[[ Given records open ]]
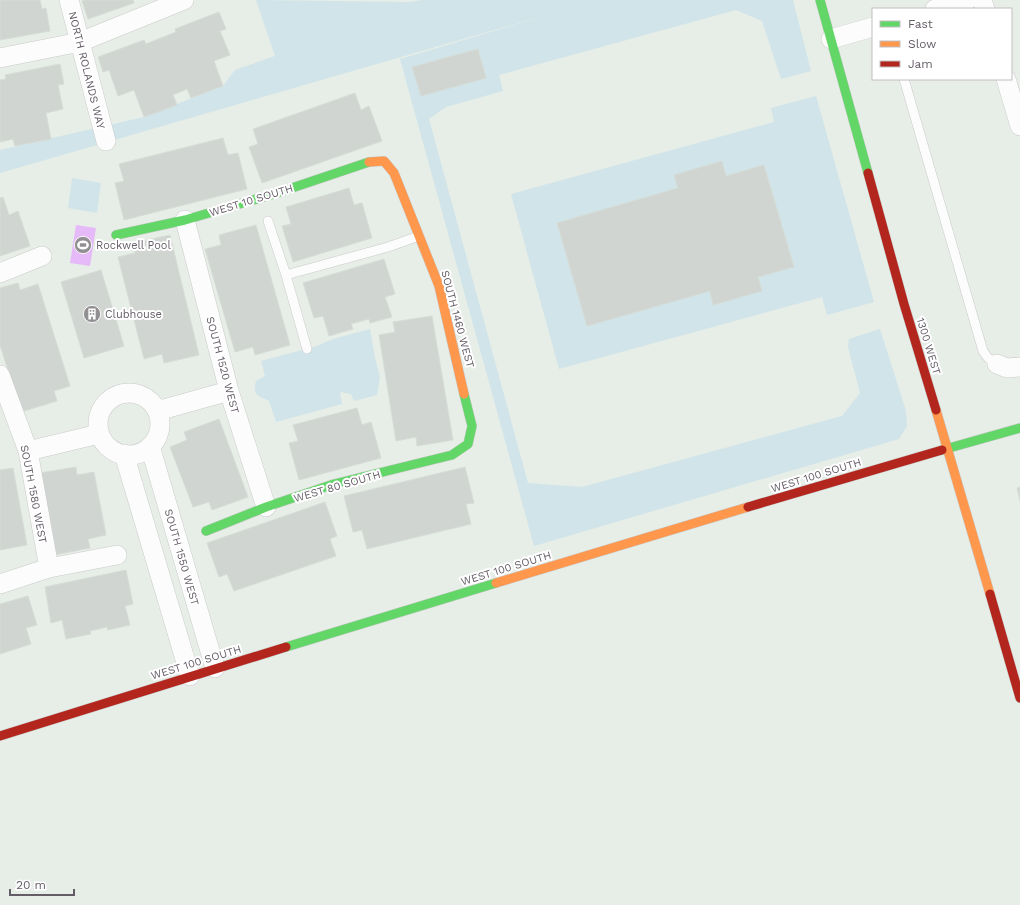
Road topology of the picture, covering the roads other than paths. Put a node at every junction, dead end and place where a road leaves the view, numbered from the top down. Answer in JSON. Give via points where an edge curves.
{"nodes":[{"id":1,"x":69,"y":0,"type":"edge"},
{"id":2,"x":184,"y":0,"type":"edge"},
{"id":3,"x":820,"y":0,"type":"edge"},
{"id":4,"x":967,"y":0,"type":"edge"},
{"id":5,"x":939,"y":8,"type":"edge"},
{"id":6,"x":872,"y":27,"type":"edge"},
{"id":7,"x":831,"y":39,"type":"junction"},
{"id":8,"x":80,"y":42,"type":"junction"},
{"id":9,"x":0,"y":58,"type":"edge"},
{"id":10,"x":904,"y":80,"type":"edge"},
{"id":11,"x":1006,"y":80,"type":"edge"},
{"id":12,"x":1020,"y":126,"type":"edge"},
{"id":13,"x":106,"y":141,"type":"dead end"},
{"id":14,"x":384,"y":161,"type":"joint"},
{"id":15,"x":185,"y":220,"type":"junction"},
{"id":16,"x":268,"y":221,"type":"dead end"},
{"id":17,"x":116,"y":235,"type":"dead end"},
{"id":18,"x":419,"y":236,"type":"junction"},
{"id":19,"x":42,"y":256,"type":"dead end"},
{"id":20,"x":0,"y":273,"type":"edge"},
{"id":21,"x":286,"y":275,"type":"junction"},
{"id":22,"x":306,"y":349,"type":"dead end"},
{"id":23,"x":997,"y":364,"type":"joint"},
{"id":24,"x":1020,"y":367,"type":"edge"},
{"id":25,"x":0,"y":375,"type":"edge"},
{"id":26,"x":229,"y":391,"type":"junction"},
{"id":27,"x":157,"y":411,"type":"junction"},
{"id":28,"x":1020,"y":428,"type":"edge"},
{"id":29,"x":99,"y":434,"type":"junction"},
{"id":30,"x":468,"y":444,"type":"joint"},
{"id":31,"x":150,"y":446,"type":"junction"},
{"id":32,"x":948,"y":448,"type":"junction"},
{"id":33,"x":28,"y":451,"type":"junction"},
{"id":34,"x":124,"y":454,"type":"junction"},
{"id":35,"x":266,"y":507,"type":"junction"},
{"id":36,"x":206,"y":531,"type":"dead end"},
{"id":37,"x":117,"y":555,"type":"dead end"},
{"id":38,"x":49,"y":568,"type":"junction"},
{"id":39,"x":0,"y":584,"type":"edge"},
{"id":40,"x":215,"y":668,"type":"junction"},
{"id":41,"x":190,"y":676,"type":"junction"},
{"id":42,"x":1018,"y":686,"type":"edge"},
{"id":43,"x":1020,"y":698,"type":"edge"},
{"id":44,"x":0,"y":736,"type":"edge"}],
"edges":[{"from":1,"to":8,"type":"street","name":"NORTH ROLANDS WAY"},
{"from":2,"to":8,"type":"street"},
{"from":3,"to":7,"type":"street","name":"1300 WEST"},
{"from":4,"to":5,"type":"street"},
{"from":6,"to":7,"type":"street"},
{"from":7,"to":32,"type":"street","name":"1300 WEST","via":[[904,304]]},
{"from":8,"to":9,"type":"street"},
{"from":8,"to":13,"type":"street","name":"NORTH ROLANDS WAY"},
{"from":10,"to":23,"type":"lane","via":[[983,351]]},
{"from":11,"to":12,"type":"street"},
{"from":14,"to":15,"type":"street","name":"WEST 10 SOUTH","via":[[346,169],[282,192]]},
{"from":14,"to":18,"type":"street","name":"SOUTH 1460 WEST","via":[[394,173]]},
{"from":15,"to":17,"type":"street","name":"WEST 10 SOUTH"},
{"from":15,"to":26,"type":"street","name":"SOUTH 1520 WEST"},
{"from":16,"to":21,"type":"lane"},
{"from":18,"to":21,"type":"lane"},
{"from":18,"to":30,"type":"street","name":"SOUTH 1460 WEST","via":[[439,286],[472,426]]},
{"from":19,"to":20,"type":"street"},
{"from":21,"to":22,"type":"lane"},
{"from":23,"to":24,"type":"street","via":[[1007,368]]},
{"from":25,"to":33,"type":"street","name":"SOUTH 1580 WEST"},
{"from":26,"to":27,"type":"street"},
{"from":26,"to":35,"type":"street","name":"SOUTH 1520 WEST"},
{"from":27,"to":29,"type":"street","via":[[143,396],[122,393],[104,404],[97,424]]},
{"from":27,"to":31,"type":"street","via":[[159,429]]},
{"from":28,"to":32,"type":"street","name":"WEST 100 SOUTH"},
{"from":29,"to":33,"type":"street"},
{"from":29,"to":34,"type":"street","via":[[109,448]]},
{"from":30,"to":35,"type":"street","name":"WEST 80 SOUTH","via":[[452,455],[334,484]]},
{"from":31,"to":34,"type":"street","via":[[133,454]]},
{"from":31,"to":40,"type":"street","name":"SOUTH 1550 WEST"},
{"from":32,"to":40,"type":"street","name":"WEST 100 SOUTH"},
{"from":32,"to":42,"type":"street","name":"1300 WEST"},
{"from":33,"to":38,"type":"street","name":"SOUTH 1580 WEST"},
{"from":34,"to":41,"type":"street"},
{"from":35,"to":36,"type":"street","name":"WEST 80 SOUTH"},
{"from":37,"to":38,"type":"street"},
{"from":38,"to":39,"type":"street"},
{"from":40,"to":41,"type":"street","name":"WEST 100 SOUTH"},
{"from":41,"to":44,"type":"street","name":"WEST 100 SOUTH"},
{"from":42,"to":43,"type":"street","name":"1300 WEST"}]}
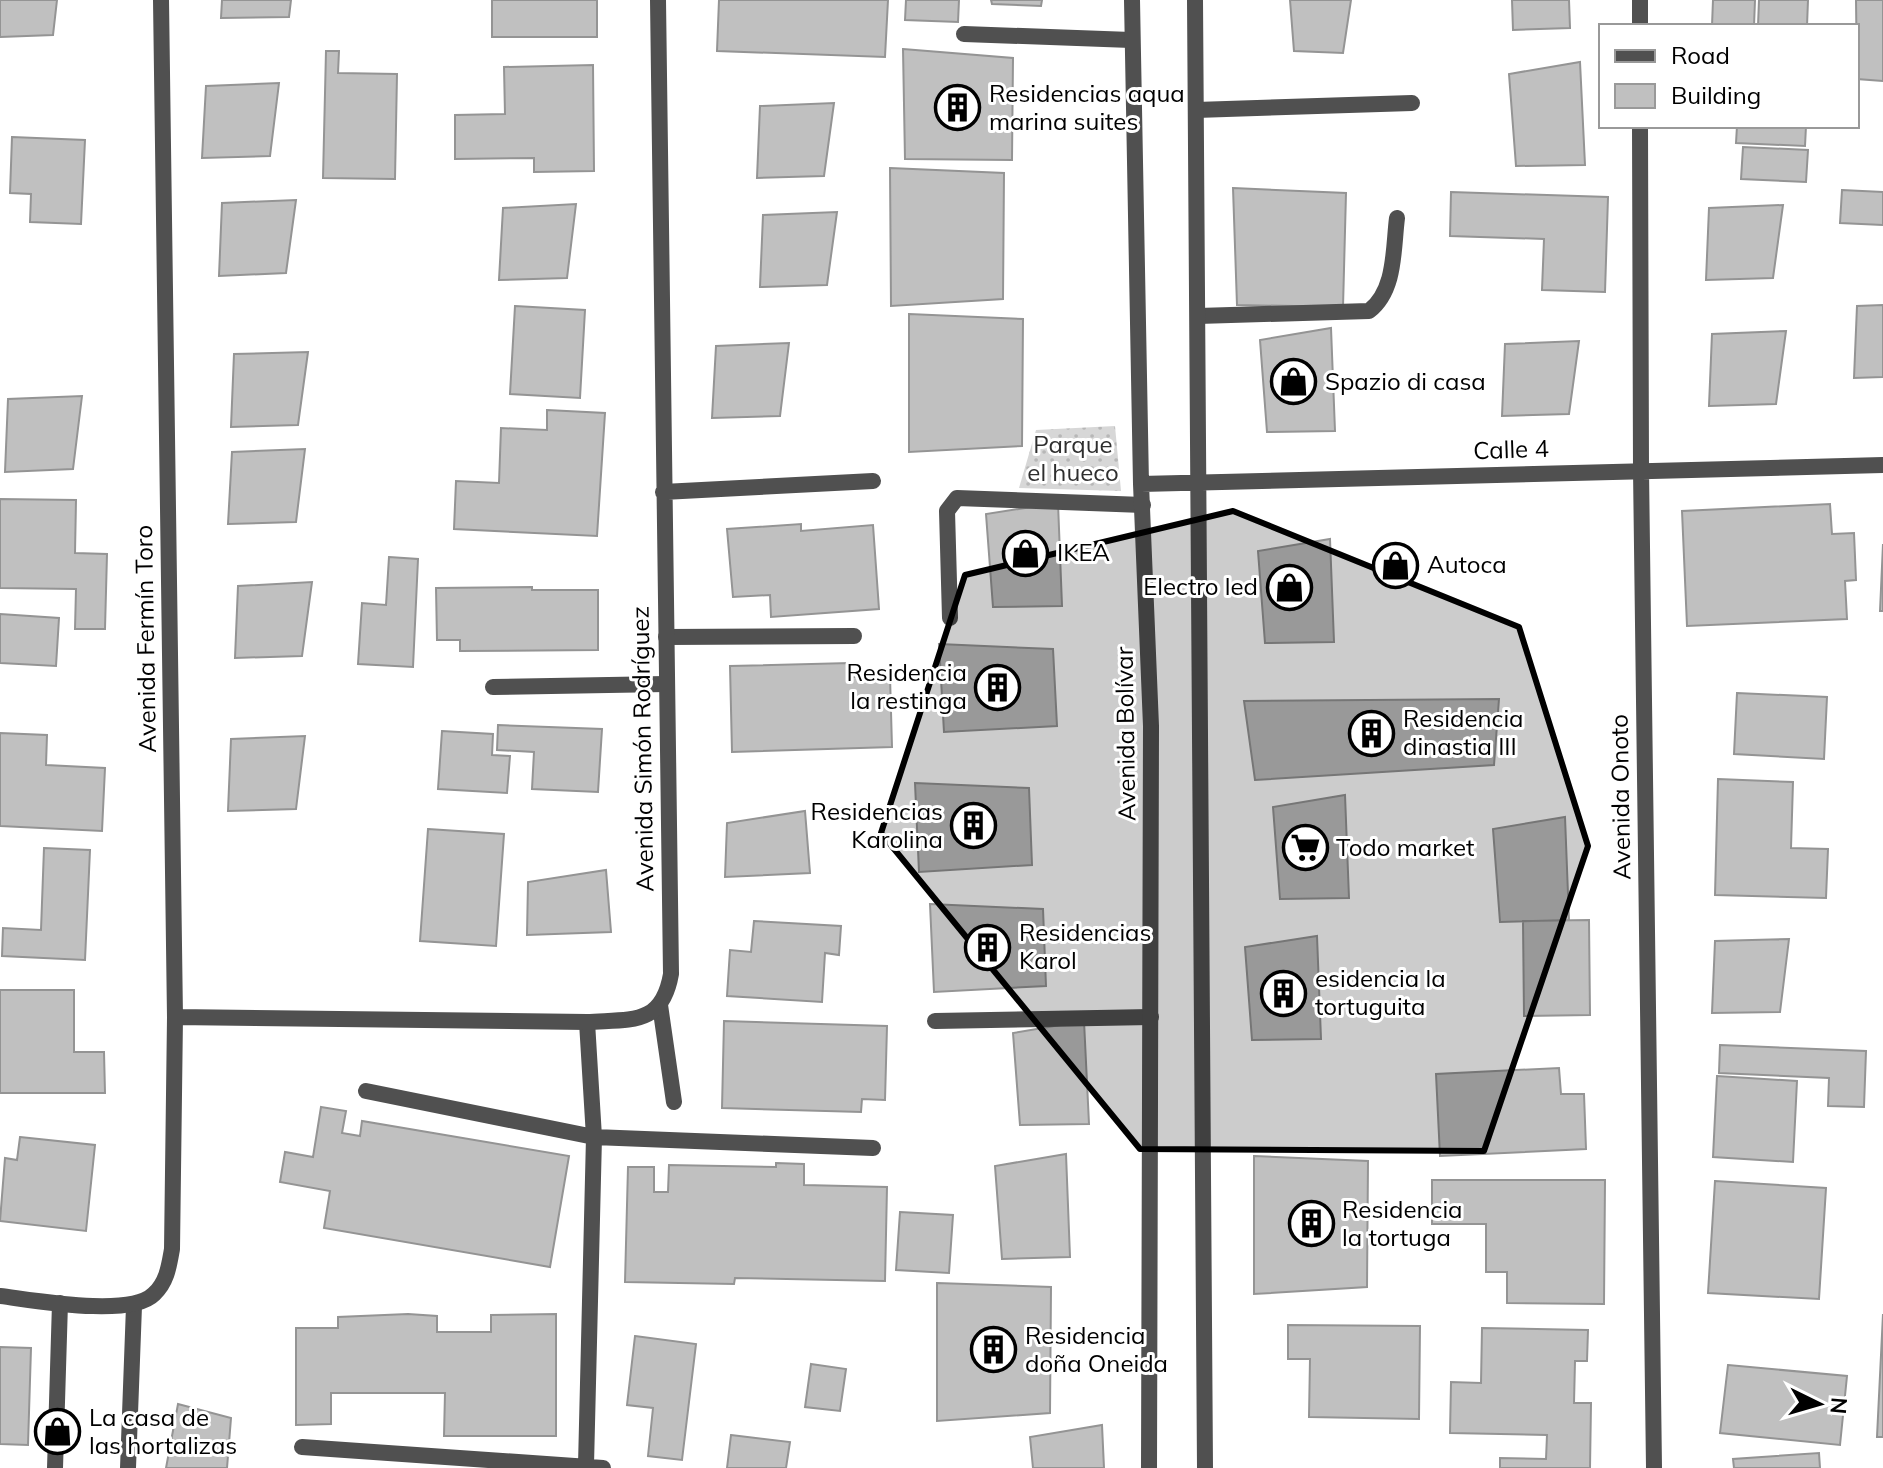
[[ Given records closed ]]
Prompt:
State the number of lines in the records that include "ROLANDS", and write nothing else.

Solved exercise:
2